How is the problem perpetuated?

Simply by symbolical use of log(x), which performs ln(x) according to its mathematical definition. That’s how the “obvious” thing becomes “not so obvious” mistake, which in turn may have quite bizarre numerical consequences. I have attached below the snippets of documentation from different programing languages, which are widely used in scientific computing.

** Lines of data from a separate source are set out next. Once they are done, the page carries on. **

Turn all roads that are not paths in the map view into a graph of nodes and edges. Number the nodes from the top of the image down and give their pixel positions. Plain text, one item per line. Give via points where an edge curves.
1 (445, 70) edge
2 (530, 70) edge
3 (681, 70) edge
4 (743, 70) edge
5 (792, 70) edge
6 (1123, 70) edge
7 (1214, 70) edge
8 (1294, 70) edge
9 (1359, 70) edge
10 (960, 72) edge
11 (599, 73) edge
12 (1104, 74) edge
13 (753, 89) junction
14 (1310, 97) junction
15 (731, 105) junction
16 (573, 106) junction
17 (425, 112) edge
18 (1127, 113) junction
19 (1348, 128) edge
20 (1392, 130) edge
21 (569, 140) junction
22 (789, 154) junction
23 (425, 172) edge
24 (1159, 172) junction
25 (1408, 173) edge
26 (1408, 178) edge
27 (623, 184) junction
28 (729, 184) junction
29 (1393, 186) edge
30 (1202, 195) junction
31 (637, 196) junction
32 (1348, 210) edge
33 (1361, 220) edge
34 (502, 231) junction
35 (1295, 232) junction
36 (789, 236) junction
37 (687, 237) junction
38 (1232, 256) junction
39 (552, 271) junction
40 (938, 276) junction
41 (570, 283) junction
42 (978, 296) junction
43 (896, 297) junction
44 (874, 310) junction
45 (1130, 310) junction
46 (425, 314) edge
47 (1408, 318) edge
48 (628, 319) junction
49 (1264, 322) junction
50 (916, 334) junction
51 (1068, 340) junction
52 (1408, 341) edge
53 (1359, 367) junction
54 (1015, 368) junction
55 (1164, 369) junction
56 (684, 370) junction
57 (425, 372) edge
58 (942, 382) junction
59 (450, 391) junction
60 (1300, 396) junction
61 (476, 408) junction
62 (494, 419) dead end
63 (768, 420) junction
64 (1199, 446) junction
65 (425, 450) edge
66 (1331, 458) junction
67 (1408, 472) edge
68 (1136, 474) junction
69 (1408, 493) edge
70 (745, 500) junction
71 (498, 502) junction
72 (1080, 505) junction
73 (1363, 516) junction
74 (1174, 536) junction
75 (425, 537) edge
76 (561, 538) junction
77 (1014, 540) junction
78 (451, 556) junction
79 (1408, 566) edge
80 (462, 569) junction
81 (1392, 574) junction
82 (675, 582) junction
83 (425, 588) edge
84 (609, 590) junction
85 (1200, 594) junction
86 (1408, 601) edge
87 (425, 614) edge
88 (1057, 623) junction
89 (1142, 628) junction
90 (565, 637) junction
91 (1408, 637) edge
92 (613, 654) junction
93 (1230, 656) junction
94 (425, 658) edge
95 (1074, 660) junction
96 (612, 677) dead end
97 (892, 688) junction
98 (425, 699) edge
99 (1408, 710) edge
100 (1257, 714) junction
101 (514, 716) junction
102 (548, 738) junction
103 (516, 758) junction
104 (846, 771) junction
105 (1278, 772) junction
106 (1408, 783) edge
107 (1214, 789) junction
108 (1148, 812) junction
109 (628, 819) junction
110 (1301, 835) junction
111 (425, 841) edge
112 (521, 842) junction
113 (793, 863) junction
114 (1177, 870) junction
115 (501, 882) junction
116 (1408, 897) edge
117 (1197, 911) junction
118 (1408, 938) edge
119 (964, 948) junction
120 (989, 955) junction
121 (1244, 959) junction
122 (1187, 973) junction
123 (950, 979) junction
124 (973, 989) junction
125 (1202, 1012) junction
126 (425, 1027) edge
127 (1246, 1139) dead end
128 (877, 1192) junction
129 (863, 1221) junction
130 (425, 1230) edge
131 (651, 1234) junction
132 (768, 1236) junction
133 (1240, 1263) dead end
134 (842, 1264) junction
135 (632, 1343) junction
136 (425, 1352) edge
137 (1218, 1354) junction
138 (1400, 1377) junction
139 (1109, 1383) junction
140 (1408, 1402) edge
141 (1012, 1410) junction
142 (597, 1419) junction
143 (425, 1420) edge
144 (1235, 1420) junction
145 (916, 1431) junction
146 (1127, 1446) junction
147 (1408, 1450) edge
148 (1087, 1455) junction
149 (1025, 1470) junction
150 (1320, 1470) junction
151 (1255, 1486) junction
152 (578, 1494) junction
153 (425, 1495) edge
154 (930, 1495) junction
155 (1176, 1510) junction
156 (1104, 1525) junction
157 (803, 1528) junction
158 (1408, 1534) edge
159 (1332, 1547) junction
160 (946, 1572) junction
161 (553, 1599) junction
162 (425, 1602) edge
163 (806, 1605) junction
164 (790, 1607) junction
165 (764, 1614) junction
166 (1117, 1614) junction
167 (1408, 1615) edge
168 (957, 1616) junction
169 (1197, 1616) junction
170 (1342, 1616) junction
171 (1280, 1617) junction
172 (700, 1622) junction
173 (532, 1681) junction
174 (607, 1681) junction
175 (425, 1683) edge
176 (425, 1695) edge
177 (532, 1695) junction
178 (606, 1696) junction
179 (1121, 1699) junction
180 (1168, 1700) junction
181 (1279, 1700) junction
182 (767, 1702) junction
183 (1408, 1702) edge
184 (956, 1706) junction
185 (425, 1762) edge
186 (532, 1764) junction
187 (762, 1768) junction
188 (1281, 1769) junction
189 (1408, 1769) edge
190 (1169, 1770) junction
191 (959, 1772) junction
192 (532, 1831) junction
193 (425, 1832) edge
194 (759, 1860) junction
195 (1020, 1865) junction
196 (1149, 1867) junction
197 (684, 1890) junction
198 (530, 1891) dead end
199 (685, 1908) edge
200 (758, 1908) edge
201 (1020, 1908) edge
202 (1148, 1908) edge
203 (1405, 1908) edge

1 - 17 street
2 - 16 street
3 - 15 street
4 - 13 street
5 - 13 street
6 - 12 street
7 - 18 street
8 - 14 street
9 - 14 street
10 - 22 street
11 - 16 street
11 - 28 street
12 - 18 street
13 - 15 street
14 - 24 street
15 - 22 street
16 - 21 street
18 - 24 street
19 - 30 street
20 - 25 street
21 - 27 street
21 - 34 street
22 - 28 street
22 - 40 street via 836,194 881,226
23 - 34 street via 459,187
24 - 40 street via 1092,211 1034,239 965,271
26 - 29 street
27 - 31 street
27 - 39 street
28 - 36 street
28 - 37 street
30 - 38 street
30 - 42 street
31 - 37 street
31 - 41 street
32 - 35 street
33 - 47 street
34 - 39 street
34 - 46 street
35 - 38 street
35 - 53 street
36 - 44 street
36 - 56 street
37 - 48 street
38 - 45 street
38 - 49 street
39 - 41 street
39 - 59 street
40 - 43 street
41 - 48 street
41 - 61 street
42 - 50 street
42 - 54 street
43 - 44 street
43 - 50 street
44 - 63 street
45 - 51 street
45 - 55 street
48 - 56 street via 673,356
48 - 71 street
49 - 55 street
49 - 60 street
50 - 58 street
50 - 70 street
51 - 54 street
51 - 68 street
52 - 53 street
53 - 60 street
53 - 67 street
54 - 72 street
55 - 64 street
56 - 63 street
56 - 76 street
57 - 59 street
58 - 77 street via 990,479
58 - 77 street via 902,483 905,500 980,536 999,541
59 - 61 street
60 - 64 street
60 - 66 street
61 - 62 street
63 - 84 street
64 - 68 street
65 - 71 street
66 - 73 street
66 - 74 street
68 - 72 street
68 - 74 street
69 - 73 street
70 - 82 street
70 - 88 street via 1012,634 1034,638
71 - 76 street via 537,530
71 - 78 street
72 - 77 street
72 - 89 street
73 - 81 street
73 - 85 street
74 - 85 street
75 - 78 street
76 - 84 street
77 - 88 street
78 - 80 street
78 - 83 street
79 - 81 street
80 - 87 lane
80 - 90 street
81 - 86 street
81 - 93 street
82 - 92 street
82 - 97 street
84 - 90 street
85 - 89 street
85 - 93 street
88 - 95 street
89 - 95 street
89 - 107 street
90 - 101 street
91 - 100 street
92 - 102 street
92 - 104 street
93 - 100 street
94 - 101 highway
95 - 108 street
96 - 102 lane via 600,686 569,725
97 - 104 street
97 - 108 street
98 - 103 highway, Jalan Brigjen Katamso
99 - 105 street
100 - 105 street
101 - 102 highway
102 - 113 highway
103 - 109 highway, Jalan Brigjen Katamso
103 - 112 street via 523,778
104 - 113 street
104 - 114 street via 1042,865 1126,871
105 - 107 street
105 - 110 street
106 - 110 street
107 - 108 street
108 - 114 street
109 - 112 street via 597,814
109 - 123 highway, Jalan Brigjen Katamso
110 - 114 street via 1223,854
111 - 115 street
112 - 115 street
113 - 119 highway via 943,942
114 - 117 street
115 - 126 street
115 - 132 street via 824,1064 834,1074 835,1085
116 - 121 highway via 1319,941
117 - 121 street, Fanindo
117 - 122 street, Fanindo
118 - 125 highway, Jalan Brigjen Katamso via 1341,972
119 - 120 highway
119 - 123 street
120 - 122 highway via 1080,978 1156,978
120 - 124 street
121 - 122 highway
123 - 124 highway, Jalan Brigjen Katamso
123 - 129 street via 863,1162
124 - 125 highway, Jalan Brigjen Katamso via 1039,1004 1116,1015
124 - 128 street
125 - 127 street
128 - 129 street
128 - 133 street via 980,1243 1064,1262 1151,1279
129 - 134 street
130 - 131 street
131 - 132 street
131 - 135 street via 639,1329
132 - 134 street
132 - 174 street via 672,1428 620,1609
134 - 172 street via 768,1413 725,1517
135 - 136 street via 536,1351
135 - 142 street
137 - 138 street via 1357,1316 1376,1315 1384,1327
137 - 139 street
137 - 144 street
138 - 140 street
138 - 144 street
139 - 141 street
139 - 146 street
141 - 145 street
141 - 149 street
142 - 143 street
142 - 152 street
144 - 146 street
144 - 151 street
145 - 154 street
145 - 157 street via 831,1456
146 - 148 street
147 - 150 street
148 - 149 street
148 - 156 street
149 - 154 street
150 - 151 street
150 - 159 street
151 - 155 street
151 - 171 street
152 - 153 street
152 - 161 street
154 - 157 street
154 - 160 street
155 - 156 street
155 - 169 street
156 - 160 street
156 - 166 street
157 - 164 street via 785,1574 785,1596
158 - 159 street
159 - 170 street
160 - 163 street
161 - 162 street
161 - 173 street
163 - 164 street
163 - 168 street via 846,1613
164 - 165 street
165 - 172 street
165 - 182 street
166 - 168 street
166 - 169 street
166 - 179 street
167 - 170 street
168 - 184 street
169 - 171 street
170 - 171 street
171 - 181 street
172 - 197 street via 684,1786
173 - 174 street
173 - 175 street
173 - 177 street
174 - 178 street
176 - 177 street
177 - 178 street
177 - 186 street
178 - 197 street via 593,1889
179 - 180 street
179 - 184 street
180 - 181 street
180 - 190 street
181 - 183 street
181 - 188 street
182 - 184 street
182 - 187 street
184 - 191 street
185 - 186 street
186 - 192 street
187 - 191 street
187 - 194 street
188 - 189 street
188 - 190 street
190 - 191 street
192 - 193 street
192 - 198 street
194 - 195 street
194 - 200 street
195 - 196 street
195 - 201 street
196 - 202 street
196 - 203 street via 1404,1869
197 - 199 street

NumPy v1.12 documentation:

numpy.log(x[, out]) = <ufunc ‘log’>

Natural logarithm, element-wise.

Matlab documentation:

Syntax

Y = log(X)

Description

example

[Y](https://it.mathworks.com/help/matlab/ref/log.html?requestedDomain=www.mathworks.com#outputarg_Y) = log([X](https://it.mathworks.com/help/matlab/ref/log.html?requestedDomain=www.mathworks.com#inputarg_X)) returns the natural logarithm ln(x) of each element in array X.

Mathematica documentation:

Log[z] gives the natural logarithm of z (logarithm to base)

C documentation (Tutorials point):

Description

The C library function double log(double x) returns the natural logarithm (base-e logarithm) of x.

The ISO80000–2 way of dealing with it:

ln(x) for natural logarithm

lg(x) for base-10 logarithm

What can we do about the log(x) vs ln(x) confusion?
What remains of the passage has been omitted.